Your goal => Which lines of the data contain the string "Truskawkowa"? Copy every one.

Available data =>
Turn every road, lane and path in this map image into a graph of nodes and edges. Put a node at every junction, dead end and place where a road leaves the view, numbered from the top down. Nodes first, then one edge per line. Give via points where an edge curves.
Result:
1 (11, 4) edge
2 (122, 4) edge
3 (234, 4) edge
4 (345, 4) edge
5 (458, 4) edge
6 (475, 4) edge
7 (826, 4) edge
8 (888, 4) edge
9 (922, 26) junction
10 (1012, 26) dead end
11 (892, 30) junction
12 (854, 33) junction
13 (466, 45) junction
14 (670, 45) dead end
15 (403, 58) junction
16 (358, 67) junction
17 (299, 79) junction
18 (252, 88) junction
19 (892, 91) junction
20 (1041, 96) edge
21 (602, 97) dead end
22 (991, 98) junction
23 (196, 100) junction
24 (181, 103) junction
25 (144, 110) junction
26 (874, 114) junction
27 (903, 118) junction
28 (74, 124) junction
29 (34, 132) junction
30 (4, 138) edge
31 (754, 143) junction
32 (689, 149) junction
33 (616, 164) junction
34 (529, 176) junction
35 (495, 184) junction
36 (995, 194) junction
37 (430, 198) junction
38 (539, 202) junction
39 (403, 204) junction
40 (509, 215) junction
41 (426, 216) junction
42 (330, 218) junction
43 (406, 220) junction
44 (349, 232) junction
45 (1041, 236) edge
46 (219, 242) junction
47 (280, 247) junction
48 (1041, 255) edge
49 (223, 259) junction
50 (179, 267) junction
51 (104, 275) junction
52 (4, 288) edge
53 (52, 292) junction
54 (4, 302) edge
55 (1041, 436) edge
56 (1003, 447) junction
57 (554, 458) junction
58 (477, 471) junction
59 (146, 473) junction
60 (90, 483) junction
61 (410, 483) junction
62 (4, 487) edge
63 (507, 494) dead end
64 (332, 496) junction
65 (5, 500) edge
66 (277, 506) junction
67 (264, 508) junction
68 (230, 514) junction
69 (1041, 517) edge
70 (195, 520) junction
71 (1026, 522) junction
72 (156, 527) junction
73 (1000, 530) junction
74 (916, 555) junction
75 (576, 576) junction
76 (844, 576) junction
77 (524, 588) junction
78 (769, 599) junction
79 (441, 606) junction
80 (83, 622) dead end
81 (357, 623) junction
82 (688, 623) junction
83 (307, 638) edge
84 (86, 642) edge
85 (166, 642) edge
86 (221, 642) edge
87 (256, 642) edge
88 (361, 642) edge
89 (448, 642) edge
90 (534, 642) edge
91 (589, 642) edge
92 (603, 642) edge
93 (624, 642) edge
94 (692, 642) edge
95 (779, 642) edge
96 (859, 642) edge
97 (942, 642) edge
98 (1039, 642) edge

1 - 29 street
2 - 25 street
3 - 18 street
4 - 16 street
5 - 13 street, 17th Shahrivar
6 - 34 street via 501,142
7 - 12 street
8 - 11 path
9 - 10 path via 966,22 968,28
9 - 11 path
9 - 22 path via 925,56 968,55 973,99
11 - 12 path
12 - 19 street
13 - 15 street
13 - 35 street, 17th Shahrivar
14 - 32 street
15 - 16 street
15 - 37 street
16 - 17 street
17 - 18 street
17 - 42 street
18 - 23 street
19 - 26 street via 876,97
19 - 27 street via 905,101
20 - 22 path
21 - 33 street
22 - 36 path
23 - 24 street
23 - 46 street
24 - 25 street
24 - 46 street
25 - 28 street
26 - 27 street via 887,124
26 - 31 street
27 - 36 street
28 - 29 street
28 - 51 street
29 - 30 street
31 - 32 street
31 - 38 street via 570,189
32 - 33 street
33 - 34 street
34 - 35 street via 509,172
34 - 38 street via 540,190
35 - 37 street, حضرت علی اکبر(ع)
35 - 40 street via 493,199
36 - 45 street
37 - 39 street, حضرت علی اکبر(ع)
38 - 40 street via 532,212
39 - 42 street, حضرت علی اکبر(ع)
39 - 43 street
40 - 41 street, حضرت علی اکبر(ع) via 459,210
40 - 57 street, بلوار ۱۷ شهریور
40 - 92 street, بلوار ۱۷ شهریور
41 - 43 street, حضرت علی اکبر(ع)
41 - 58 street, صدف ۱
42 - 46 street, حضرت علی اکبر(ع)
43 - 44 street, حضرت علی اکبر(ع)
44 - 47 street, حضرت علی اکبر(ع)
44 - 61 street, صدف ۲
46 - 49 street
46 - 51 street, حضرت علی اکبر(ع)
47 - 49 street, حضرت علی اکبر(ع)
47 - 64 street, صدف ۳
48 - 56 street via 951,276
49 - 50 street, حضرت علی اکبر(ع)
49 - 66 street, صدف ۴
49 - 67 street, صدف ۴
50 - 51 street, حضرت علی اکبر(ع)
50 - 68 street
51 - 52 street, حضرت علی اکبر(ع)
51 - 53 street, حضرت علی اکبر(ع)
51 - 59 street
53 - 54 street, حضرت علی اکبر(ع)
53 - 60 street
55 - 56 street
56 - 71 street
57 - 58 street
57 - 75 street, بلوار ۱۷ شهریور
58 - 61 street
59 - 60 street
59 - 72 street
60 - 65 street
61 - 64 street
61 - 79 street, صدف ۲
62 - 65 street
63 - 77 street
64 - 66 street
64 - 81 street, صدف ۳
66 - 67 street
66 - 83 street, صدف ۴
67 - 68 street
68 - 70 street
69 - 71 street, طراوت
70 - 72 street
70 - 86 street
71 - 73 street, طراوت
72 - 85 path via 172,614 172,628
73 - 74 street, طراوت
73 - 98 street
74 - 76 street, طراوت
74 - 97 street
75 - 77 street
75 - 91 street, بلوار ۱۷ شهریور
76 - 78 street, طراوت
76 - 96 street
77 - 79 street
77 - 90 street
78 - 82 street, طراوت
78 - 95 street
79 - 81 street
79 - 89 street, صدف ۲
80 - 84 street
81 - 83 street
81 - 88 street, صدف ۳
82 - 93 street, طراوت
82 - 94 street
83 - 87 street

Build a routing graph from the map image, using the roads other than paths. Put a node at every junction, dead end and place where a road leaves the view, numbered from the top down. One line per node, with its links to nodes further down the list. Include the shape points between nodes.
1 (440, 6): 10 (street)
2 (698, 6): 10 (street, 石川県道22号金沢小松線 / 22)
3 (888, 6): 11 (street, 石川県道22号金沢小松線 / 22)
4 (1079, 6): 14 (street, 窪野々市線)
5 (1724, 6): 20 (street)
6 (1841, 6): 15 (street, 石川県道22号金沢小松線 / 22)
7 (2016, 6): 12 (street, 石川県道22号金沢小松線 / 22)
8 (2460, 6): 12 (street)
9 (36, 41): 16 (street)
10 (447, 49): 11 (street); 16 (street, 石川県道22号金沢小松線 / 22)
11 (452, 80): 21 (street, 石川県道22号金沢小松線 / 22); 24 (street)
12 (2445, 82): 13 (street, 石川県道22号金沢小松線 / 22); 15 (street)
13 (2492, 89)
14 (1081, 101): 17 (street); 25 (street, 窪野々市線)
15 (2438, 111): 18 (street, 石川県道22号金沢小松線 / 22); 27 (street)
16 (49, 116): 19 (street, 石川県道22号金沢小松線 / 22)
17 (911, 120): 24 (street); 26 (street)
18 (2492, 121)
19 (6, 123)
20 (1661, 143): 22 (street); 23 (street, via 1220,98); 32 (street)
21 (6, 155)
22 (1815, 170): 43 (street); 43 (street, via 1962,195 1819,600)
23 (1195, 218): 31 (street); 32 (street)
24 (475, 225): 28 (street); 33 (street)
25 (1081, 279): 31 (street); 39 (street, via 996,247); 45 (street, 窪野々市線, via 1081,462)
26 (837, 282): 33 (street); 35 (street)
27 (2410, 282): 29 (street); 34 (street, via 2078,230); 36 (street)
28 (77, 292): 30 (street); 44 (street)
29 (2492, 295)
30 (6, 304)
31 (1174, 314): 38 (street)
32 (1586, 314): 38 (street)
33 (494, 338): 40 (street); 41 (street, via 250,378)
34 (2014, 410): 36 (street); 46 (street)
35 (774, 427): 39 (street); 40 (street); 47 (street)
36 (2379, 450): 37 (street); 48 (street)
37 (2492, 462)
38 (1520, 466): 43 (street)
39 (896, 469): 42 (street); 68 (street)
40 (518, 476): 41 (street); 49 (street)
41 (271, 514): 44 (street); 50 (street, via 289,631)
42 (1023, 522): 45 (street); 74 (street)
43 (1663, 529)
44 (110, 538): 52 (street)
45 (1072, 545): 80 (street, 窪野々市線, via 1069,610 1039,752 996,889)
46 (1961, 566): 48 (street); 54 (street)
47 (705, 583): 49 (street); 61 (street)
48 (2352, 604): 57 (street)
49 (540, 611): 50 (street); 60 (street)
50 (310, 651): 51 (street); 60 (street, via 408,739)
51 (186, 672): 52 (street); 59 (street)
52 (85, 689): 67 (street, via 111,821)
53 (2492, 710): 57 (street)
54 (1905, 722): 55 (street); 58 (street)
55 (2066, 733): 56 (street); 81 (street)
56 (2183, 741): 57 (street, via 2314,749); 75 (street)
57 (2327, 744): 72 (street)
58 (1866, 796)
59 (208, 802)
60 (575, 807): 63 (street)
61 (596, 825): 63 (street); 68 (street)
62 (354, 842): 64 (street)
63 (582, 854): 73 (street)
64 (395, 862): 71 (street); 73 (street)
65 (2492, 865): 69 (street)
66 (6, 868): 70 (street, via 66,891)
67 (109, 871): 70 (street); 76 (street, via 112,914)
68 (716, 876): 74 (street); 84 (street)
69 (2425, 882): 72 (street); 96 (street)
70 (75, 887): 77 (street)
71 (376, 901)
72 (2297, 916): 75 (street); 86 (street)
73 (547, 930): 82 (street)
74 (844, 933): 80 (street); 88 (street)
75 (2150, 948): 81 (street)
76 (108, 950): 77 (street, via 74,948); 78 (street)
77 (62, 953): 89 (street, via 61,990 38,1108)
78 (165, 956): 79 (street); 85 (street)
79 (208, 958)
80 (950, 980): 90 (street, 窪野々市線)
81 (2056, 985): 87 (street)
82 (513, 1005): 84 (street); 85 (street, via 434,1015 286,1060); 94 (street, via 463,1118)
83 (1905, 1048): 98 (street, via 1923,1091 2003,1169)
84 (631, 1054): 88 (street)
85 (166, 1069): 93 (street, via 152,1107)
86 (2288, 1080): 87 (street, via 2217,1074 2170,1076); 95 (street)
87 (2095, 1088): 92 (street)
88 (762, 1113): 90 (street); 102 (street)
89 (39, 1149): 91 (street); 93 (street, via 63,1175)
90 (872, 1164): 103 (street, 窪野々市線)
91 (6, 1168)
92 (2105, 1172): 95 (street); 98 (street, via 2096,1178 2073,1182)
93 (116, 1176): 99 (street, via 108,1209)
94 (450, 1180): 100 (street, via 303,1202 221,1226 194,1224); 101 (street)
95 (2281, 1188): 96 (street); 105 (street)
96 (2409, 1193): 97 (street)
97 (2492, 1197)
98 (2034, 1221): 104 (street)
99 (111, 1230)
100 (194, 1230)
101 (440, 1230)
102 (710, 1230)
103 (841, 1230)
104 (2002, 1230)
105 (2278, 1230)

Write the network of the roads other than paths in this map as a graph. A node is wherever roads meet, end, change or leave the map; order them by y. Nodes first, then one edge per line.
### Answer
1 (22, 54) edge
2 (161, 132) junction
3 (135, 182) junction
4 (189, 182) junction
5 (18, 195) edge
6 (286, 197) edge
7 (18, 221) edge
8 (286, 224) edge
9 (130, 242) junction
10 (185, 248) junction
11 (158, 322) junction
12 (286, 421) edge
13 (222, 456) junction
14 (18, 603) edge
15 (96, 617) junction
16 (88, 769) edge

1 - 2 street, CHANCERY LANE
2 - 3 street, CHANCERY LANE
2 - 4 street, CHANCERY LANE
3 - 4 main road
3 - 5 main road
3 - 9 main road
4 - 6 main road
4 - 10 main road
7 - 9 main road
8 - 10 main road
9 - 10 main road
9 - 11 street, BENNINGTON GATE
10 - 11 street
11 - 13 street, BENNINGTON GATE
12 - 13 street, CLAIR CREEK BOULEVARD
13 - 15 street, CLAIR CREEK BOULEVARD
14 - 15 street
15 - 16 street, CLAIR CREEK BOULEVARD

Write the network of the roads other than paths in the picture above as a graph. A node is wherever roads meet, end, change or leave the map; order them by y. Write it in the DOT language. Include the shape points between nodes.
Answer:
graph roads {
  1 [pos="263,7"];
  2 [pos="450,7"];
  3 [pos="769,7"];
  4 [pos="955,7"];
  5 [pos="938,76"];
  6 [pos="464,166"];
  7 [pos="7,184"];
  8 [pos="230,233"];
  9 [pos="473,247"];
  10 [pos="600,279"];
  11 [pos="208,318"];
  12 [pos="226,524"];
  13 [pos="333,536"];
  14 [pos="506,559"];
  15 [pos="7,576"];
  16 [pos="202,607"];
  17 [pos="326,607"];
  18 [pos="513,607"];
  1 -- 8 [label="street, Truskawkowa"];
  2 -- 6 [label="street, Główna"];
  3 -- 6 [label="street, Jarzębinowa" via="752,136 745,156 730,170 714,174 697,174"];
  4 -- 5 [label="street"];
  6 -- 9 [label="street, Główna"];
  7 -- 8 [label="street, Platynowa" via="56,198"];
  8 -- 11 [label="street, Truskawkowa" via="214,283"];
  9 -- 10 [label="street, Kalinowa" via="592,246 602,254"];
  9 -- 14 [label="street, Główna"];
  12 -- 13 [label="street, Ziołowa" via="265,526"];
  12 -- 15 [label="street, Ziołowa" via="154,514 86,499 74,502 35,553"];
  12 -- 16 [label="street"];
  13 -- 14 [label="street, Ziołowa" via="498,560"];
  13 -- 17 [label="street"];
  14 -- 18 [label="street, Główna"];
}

Response below =>
  1 -- 8 [label="street, Truskawkowa"];
  8 -- 11 [label="street, Truskawkowa" via="214,283"];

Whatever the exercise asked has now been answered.